Bruce Nauman Information
Bruce Nauman (born December 6, 1941, in Fort Wayne, Indiana) is a contemporary American artist. His practice spans a broad range of media including sculpture, photography, neon, video, drawing, printmaking, and performance.
Contents |
Life and work
Nauman studied mathematics and physics at the University of Wisconsin–Madison, and art with William T. Wiley and Robert Arneson at the University of California, Davis. He worked as an assistant to Wayne Thiebaud, and in 1966 he became a teacher at the San Francisco Art Institute. In 1968 he met the singer and performance artist Meredith Monk and signed with the dealer Leo Castelli. In 1979, Nauman moved to New Mexico where he continues to work and live along with his wife, the painter Susan Rothenberg.
Much of his work is characterized by an interest in language, often manifesting itself in a playful, mischievous manner. For example, the neon Run From Fear- Fun From Rear, or the photograph Bound To Fail, which literalizes the title phrase and shows the artist's arms tied behind his back. There are however, very serious concerns at the heart of Nauman's practice. He seems to be fascinated by the nature of communication and language's inherent problems, as well as the role of the artist as supposed communicator and manipulator of visual symbols.

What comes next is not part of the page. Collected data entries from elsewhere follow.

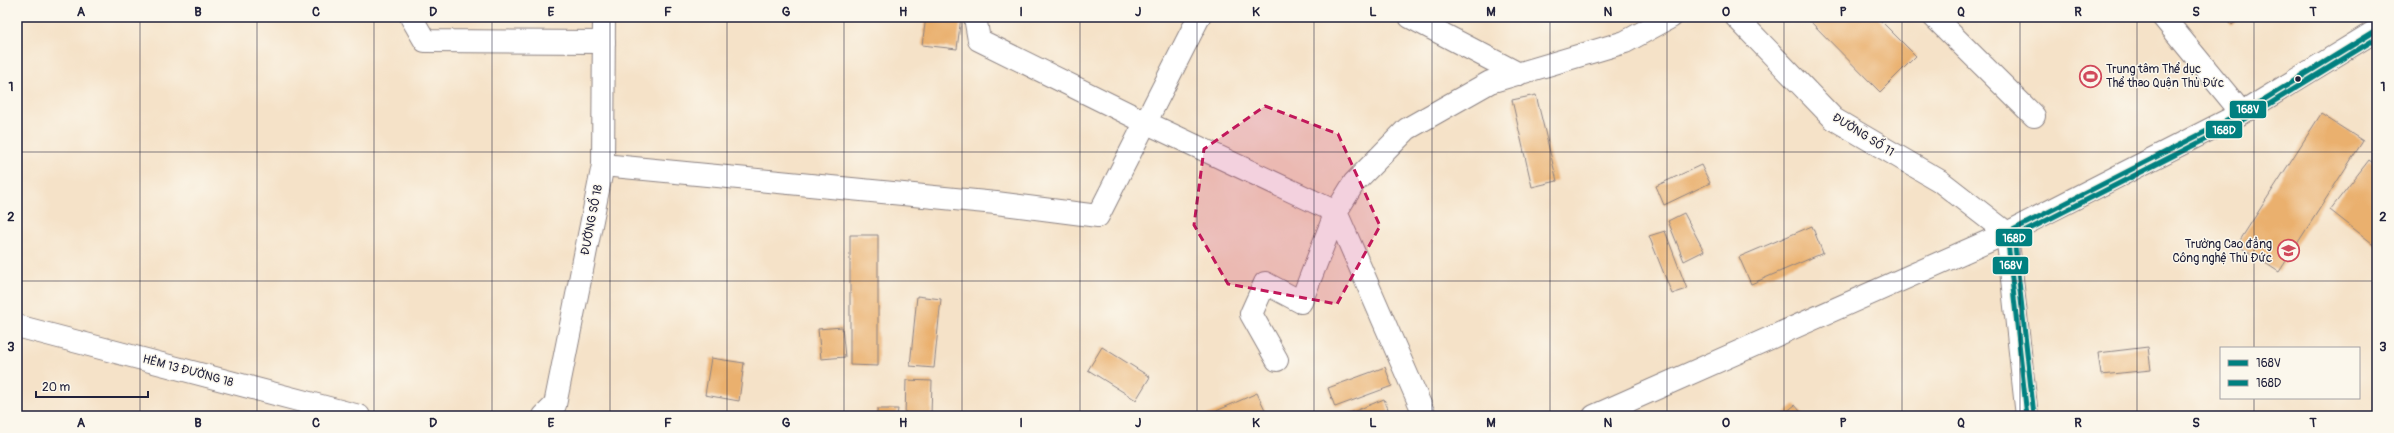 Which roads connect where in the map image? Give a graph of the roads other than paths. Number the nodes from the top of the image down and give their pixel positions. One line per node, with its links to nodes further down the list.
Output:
1 (411, 17): 11 (street)
2 (604, 17): 11 (street, ĐƯỜNG SỐ 18)
3 (975, 17): 15 (street)
4 (1199, 17): 15 (street)
5 (1410, 17): 12 (street)
6 (1671, 17): 12 (street)
7 (1736, 17): 18 (street, ĐƯỜNG SỐ 11)
8 (1934, 17): 14 (street)
9 (2163, 17): 13 (street)
10 (2377, 30): 13 (street)
11 (604, 42): 16 (street, ĐƯỜNG SỐ 18)
12 (1518, 74): 17 (street)
13 (2242, 113): 18 (street)
14 (2034, 116)
15 (1146, 123): 16 (street); 17 (street)
16 (602, 165): 22 (street, ĐƯỜNG SỐ 18)
17 (1336, 212): 20 (street); 23 (street)
18 (2007, 233): 24 (street); 25 (street)
19 (17, 326): 21 (street, HẺM 13 ĐƯỜNG 18)
20 (1276, 360)
21 (359, 416)
22 (544, 416)
23 (1425, 416)
24 (1594, 416)
25 (2027, 416) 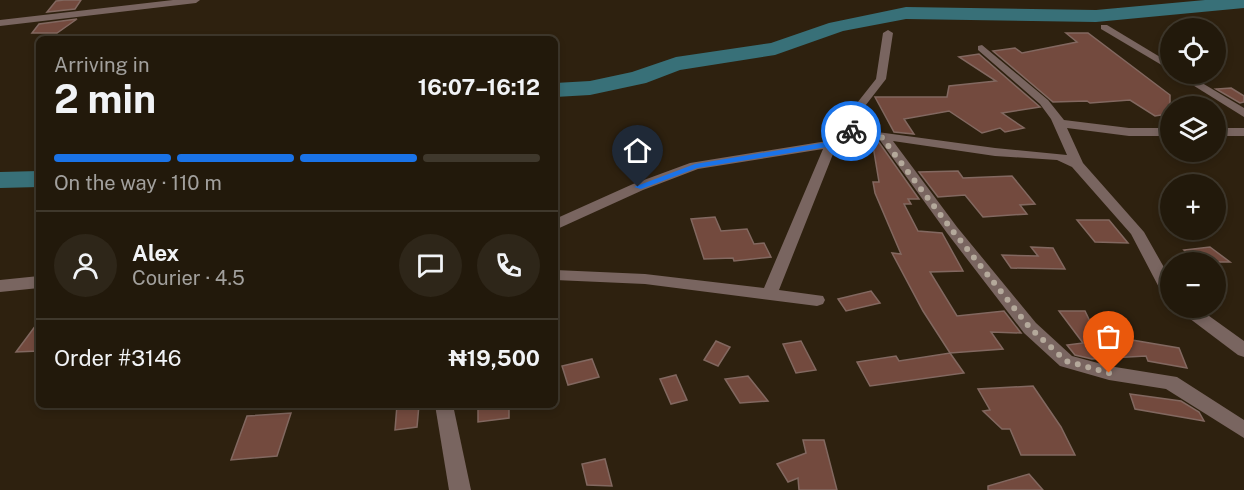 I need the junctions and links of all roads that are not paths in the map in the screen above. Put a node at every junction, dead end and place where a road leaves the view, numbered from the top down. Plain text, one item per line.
1 (196, 0) edge
2 (0, 23) edge
3 (1104, 27) dead end
4 (888, 33) dead end
5 (982, 48) dead end
6 (1160, 61) edge
7 (1196, 84) edge
8 (1244, 113) edge
9 (1059, 123) junction
10 (840, 129) junction
11 (1160, 132) edge
12 (1226, 132) edge
13 (1244, 132) edge
14 (880, 135) junction
15 (831, 144) junction
16 (1077, 164) junction
17 (558, 224) edge
18 (558, 275) edge
19 (1160, 275) edge
20 (36, 282) edge
21 (0, 286) edge
22 (769, 294) junction
23 (817, 300) dead end
24 (1201, 318) edge
25 (1244, 350) edge
26 (445, 408) edge
27 (1244, 430) edge
28 (460, 490) edge

1 - 2 street
3 - 6 street
4 - 10 street
5 - 9 street
7 - 8 street
9 - 11 street
9 - 16 street
10 - 14 street
10 - 15 street
12 - 13 street
14 - 16 street
14 - 27 street
15 - 17 street
15 - 22 street
16 - 19 street
18 - 22 street
20 - 21 street
22 - 23 street
24 - 25 street
26 - 28 street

Nauman began in the 1960s with exhibitions at Nick Wilder’s gallery in Los Angeles and in New York at Leo Castelli in 1968 along with early solo shows at the Los Angeles County Museum of Art and the Whitney Museum in 1972. Through most of his midcareer until the early 1980s he flew just below the radar of art market experts.[1]
Honors
In 1993, Nauman received the Wolf Prize in Arts (an Israeli award) for his distinguished work as a sculptor and his extraordinary contribution to twentieth-century art. In 1999, he received the Golden Lion of the Venice Biennale. In 2004 he created his work Raw Materials specifically for display at the Tate Modern. Artfacts.net ranked Nauman as the number one among living artist in 2006, followed by Gerhard Richter and Robert Rauschenberg.[2]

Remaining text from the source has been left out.